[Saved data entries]
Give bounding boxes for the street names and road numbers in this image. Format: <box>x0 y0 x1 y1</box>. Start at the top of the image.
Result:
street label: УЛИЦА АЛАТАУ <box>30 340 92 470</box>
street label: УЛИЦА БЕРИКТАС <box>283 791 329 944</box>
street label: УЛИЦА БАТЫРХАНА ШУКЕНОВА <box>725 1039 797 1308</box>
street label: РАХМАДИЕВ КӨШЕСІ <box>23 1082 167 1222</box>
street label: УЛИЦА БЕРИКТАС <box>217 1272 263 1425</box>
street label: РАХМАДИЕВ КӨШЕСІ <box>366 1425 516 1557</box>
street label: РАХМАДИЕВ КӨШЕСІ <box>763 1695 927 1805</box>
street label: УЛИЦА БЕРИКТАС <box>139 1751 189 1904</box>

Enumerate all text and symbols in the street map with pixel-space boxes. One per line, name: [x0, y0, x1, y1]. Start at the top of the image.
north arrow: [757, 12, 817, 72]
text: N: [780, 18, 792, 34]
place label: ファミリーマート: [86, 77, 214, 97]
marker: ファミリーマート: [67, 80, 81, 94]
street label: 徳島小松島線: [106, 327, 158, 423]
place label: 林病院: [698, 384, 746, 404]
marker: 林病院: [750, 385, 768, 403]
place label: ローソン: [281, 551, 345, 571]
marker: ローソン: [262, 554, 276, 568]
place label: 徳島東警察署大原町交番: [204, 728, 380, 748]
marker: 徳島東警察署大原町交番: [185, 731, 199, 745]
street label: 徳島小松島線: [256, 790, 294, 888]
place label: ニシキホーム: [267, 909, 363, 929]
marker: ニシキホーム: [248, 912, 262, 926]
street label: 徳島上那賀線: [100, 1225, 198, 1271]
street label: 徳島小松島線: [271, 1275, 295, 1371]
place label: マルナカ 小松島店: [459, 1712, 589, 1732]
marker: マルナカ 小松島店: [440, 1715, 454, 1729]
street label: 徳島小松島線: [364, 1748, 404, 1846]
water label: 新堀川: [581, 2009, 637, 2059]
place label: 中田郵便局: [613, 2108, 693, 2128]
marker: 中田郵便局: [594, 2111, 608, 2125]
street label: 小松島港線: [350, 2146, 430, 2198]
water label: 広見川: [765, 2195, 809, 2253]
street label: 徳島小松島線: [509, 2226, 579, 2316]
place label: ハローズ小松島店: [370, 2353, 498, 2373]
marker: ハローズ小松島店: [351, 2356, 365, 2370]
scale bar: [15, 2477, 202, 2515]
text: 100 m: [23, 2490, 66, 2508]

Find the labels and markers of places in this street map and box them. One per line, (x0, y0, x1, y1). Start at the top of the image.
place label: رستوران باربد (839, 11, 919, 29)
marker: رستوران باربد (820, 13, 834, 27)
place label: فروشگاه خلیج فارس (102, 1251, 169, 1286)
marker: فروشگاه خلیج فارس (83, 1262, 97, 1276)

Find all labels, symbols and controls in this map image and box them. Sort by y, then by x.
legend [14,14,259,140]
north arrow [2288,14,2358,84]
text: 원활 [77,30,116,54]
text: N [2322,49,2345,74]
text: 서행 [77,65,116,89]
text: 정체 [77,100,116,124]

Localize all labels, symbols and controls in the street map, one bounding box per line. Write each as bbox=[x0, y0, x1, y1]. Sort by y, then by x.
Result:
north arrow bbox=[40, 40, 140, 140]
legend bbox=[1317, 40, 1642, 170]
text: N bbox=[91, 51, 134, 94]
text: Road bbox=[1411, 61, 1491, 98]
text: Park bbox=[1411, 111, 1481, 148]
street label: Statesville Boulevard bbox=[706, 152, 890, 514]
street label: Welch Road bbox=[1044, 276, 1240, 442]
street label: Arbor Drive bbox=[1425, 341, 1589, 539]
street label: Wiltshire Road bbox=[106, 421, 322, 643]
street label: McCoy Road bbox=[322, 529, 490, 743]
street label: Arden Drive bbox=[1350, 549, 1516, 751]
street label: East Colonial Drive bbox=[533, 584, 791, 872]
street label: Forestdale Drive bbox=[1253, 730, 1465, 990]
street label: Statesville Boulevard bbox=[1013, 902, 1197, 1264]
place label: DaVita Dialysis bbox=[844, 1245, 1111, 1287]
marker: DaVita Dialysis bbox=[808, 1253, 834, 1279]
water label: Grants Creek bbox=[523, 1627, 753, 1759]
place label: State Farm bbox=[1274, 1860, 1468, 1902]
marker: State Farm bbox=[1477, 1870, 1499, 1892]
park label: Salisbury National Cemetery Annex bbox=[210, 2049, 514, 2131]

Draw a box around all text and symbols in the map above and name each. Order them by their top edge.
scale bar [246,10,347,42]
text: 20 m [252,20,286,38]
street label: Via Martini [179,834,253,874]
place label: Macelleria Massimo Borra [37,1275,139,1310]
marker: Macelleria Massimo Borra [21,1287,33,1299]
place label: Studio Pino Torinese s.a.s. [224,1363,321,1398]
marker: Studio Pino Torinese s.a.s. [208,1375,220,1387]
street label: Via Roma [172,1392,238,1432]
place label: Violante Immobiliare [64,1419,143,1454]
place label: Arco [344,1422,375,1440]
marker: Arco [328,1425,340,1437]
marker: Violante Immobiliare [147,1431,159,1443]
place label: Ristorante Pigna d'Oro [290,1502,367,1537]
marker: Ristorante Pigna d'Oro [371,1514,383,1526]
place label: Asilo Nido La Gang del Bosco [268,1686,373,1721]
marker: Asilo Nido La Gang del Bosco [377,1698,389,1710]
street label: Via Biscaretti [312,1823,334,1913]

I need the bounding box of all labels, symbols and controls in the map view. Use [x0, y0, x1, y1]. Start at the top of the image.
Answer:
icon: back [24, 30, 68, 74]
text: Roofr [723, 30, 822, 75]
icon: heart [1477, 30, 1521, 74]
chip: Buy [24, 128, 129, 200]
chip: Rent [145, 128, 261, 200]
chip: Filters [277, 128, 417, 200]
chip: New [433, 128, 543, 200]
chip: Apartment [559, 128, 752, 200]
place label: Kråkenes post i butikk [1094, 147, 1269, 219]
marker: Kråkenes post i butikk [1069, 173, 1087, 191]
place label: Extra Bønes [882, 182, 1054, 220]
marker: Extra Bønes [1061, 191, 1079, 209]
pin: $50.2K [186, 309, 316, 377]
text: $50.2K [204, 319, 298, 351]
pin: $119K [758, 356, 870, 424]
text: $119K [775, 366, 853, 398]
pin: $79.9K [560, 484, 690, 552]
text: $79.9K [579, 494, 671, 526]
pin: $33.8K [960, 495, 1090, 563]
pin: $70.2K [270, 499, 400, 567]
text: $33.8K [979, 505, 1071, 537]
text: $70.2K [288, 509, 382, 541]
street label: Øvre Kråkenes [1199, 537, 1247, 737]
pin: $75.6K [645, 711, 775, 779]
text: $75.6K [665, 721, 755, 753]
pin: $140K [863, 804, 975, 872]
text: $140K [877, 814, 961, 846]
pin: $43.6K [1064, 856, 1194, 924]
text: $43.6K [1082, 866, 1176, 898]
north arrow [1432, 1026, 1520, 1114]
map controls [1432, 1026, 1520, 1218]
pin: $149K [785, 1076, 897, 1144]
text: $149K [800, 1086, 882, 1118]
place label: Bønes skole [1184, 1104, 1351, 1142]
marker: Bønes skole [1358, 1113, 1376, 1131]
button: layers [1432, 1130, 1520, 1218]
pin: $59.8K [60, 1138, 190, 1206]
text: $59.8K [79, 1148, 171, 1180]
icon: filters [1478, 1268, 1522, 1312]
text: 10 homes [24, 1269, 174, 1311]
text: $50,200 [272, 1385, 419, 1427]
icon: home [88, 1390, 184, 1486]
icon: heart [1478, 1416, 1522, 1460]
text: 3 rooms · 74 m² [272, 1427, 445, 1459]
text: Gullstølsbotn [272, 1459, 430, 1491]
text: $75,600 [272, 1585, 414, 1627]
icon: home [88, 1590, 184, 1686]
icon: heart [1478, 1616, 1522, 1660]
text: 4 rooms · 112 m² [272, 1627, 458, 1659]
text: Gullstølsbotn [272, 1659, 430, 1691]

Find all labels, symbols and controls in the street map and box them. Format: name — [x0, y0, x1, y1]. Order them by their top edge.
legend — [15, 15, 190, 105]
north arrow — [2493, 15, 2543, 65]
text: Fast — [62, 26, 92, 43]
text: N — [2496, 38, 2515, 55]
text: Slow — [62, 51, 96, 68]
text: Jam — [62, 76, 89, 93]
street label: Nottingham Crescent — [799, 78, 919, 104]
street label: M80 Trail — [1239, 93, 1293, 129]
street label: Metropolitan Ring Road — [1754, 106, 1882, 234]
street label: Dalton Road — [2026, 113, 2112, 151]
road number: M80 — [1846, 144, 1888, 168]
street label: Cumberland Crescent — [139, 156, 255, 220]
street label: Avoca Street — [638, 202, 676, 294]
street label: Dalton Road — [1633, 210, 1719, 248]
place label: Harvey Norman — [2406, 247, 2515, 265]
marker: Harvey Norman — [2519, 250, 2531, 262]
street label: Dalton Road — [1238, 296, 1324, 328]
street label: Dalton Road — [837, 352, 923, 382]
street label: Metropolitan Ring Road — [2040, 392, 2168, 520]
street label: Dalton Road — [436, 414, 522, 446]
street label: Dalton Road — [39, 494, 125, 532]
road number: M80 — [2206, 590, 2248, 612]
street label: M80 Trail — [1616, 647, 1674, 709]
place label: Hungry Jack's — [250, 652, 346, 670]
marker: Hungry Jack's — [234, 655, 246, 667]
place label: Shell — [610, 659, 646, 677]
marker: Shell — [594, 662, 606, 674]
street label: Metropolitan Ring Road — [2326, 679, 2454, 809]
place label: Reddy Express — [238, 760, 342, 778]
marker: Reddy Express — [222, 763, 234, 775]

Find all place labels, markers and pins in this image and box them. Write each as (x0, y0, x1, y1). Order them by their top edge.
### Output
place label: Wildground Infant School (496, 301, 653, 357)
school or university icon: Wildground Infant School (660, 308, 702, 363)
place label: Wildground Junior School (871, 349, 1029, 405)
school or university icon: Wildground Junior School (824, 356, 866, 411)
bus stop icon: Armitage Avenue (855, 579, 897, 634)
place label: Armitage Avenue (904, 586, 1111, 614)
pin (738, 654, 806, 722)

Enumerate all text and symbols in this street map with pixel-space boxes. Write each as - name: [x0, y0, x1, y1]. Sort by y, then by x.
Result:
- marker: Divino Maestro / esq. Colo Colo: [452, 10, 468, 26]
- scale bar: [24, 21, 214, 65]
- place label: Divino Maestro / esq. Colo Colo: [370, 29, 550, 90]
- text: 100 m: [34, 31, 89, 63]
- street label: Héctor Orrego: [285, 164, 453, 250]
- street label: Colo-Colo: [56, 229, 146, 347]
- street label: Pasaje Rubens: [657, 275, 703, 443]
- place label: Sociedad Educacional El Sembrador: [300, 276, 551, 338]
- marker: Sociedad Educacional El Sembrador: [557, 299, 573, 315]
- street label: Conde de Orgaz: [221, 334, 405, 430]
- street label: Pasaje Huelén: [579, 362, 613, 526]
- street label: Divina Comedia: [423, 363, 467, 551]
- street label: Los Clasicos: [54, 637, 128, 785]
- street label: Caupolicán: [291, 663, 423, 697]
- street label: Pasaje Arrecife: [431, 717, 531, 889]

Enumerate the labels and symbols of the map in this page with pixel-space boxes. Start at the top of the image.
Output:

_WHAT YOU ARE ASKED TO DO_
Every line above from the line with "Find all place" to the line with "Enumerate all text and symbols in this", inclusive, must be returned exactly; no other line belongs in the reply.

_OUTPUT FOR THIS EXERCISE_
Find all place labels, markers and pins in this image and box them. Write each as (x0, y0, x1, y1). Order them by their top edge.
### Output
place label: Wildground Infant School (496, 301, 653, 357)
school or university icon: Wildground Infant School (660, 308, 702, 363)
place label: Wildground Junior School (871, 349, 1029, 405)
school or university icon: Wildground Junior School (824, 356, 866, 411)
bus stop icon: Armitage Avenue (855, 579, 897, 634)
place label: Armitage Avenue (904, 586, 1111, 614)
pin (738, 654, 806, 722)

Enumerate all text and symbols in this street map with pixel-space boxes. Write each as - name: [x0, y0, x1, y1]. Sort by y, then by x.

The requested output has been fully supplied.